• **WORK REQUIRED**: Locate the lines of the listing below that hold "above", then copy each of them.

┌─ RAW DATA

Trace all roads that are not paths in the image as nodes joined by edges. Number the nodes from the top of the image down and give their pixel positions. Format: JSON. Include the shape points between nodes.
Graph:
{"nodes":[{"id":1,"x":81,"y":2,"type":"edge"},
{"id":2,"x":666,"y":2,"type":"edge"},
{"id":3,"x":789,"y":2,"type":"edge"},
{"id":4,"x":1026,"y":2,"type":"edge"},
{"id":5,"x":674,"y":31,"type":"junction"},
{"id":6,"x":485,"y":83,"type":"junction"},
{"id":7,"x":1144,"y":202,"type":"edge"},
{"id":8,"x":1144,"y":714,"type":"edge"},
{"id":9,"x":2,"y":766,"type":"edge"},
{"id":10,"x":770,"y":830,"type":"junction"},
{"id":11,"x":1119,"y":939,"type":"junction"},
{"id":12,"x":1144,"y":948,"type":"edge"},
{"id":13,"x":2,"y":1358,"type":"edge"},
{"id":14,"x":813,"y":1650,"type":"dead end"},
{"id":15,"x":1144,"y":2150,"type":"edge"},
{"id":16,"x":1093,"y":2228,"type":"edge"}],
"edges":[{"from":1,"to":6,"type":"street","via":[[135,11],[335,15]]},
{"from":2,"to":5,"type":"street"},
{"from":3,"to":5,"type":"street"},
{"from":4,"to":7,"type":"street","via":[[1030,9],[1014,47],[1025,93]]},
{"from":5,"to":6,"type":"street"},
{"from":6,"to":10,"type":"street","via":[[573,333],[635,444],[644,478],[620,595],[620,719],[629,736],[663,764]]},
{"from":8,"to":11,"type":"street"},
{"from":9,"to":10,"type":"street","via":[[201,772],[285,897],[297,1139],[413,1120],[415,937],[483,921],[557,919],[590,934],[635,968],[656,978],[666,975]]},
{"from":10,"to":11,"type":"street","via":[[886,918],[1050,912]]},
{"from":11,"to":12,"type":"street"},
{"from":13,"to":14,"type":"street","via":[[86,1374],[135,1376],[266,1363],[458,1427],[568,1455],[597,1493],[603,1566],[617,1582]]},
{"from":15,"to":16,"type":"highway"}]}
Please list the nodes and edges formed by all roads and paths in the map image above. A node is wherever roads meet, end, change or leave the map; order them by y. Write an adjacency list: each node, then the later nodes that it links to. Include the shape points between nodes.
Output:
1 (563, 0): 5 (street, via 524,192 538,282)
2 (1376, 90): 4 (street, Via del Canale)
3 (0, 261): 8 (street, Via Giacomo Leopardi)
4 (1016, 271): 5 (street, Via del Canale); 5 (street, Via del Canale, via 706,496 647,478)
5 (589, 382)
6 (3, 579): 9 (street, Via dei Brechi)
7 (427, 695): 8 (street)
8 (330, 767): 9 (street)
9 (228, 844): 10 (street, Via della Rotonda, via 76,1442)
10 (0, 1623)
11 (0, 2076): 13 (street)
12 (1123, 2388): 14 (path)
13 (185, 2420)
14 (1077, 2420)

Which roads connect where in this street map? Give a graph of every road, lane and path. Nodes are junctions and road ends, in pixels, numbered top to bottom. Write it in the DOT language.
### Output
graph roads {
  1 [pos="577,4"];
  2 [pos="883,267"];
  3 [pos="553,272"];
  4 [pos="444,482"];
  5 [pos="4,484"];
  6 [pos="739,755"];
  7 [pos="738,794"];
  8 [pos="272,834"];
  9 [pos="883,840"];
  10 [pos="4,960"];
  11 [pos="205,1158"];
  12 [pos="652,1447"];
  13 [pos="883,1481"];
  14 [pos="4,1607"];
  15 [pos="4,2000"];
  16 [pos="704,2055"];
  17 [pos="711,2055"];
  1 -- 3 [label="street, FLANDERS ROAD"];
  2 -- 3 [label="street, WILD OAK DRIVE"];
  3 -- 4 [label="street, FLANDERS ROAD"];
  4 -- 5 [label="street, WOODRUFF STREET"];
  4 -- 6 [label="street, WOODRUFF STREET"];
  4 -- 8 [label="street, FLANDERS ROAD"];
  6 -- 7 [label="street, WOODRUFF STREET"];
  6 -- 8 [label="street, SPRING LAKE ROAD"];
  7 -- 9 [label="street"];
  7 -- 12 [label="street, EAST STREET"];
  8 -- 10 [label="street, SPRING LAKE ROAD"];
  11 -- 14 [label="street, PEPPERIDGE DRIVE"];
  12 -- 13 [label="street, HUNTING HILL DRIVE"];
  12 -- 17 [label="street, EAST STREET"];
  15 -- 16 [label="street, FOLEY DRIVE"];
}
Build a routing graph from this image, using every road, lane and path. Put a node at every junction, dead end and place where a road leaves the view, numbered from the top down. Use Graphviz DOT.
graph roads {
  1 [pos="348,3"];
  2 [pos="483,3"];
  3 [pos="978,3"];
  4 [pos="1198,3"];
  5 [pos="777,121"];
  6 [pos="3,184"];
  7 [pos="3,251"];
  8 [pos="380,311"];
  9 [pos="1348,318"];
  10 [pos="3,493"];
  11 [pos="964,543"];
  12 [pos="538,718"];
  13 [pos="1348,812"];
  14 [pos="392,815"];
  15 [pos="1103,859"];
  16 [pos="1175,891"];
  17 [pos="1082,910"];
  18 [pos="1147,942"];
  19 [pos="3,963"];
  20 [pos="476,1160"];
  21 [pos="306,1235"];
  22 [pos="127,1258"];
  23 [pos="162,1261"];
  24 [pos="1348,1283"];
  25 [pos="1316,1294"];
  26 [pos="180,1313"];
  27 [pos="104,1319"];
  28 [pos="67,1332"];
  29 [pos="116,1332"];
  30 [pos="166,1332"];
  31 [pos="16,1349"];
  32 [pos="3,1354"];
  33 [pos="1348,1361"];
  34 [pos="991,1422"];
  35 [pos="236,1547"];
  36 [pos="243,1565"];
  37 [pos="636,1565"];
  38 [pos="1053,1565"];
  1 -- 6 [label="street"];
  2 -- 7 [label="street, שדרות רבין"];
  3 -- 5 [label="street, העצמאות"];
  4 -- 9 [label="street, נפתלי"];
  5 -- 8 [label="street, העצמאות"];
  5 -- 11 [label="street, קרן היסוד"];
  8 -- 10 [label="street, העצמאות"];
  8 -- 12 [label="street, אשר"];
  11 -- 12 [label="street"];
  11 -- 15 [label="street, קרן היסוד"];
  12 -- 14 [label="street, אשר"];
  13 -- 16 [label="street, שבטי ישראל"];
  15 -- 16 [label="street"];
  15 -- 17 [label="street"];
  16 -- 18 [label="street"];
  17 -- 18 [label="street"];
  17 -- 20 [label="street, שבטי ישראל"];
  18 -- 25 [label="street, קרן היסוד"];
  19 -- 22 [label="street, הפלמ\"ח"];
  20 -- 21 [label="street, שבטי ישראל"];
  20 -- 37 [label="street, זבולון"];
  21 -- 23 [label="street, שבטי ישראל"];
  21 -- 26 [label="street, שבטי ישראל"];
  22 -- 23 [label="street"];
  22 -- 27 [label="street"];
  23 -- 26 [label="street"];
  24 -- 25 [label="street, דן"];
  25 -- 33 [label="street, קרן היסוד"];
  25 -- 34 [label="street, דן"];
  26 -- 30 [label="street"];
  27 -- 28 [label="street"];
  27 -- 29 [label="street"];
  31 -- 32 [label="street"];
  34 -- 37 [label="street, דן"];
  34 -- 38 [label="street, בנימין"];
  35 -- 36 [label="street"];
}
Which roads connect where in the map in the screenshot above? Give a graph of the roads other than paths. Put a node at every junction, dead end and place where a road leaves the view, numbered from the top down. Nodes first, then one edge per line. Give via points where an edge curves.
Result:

└─

• **FINISHED EXERCISE**:
Please list the nodes and edges formed by all roads and paths in the map image above. A node is wherever roads meet, end, change or leave the map; order them by y. Write an adjacency list: each node, then the later nodes that it links to. Include the shape points between nodes.
Which roads connect where in the map in the screenshot above? Give a graph of the roads other than paths. Put a node at every junction, dead end and place where a road leaves the view, numbered from the top down. Nodes first, then one edge per line. Give via points where an edge curves.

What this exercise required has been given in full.